**What is being asked:** All of the data, except its images, should be set down exactly as it appears.

Collected data entries:

───

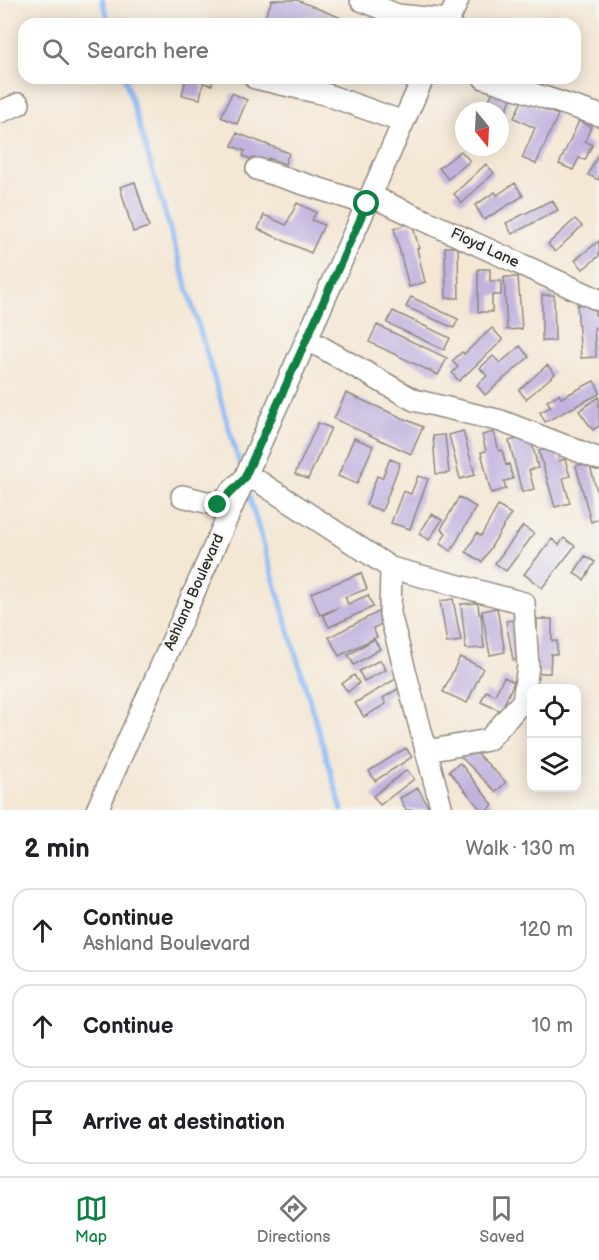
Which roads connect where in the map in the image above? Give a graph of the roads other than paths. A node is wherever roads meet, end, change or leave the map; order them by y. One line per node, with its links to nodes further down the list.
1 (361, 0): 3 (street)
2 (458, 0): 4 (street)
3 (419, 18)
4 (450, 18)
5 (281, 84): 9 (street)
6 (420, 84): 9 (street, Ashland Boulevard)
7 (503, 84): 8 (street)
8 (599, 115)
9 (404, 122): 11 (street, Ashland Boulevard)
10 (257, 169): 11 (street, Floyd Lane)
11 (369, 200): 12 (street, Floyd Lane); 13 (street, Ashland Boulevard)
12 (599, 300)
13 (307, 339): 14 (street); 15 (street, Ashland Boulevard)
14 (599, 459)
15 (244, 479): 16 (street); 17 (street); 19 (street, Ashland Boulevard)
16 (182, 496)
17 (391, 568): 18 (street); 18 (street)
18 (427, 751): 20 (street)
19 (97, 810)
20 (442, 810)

───

**Answer section:**
Which roads connect where in the map in the image above? Give a graph of the roads other than paths. A node is wherever roads meet, end, change or leave the map; order them by y. One line per node, with its links to nodes further down the list.
1 (361, 0): 3 (street)
2 (458, 0): 4 (street)
3 (419, 18)
4 (450, 18)
5 (281, 84): 9 (street)
6 (420, 84): 9 (street, Ashland Boulevard)
7 (503, 84): 8 (street)
8 (599, 115)
9 (404, 122): 11 (street, Ashland Boulevard)
10 (257, 169): 11 (street, Floyd Lane)
11 (369, 200): 12 (street, Floyd Lane); 13 (street, Ashland Boulevard)
12 (599, 300)
13 (307, 339): 14 (street); 15 (street, Ashland Boulevard)
14 (599, 459)
15 (244, 479): 16 (street); 17 (street); 19 (street, Ashland Boulevard)
16 (182, 496)
17 (391, 568): 18 (street); 18 (street)
18 (427, 751): 20 (street)
19 (97, 810)
20 (442, 810)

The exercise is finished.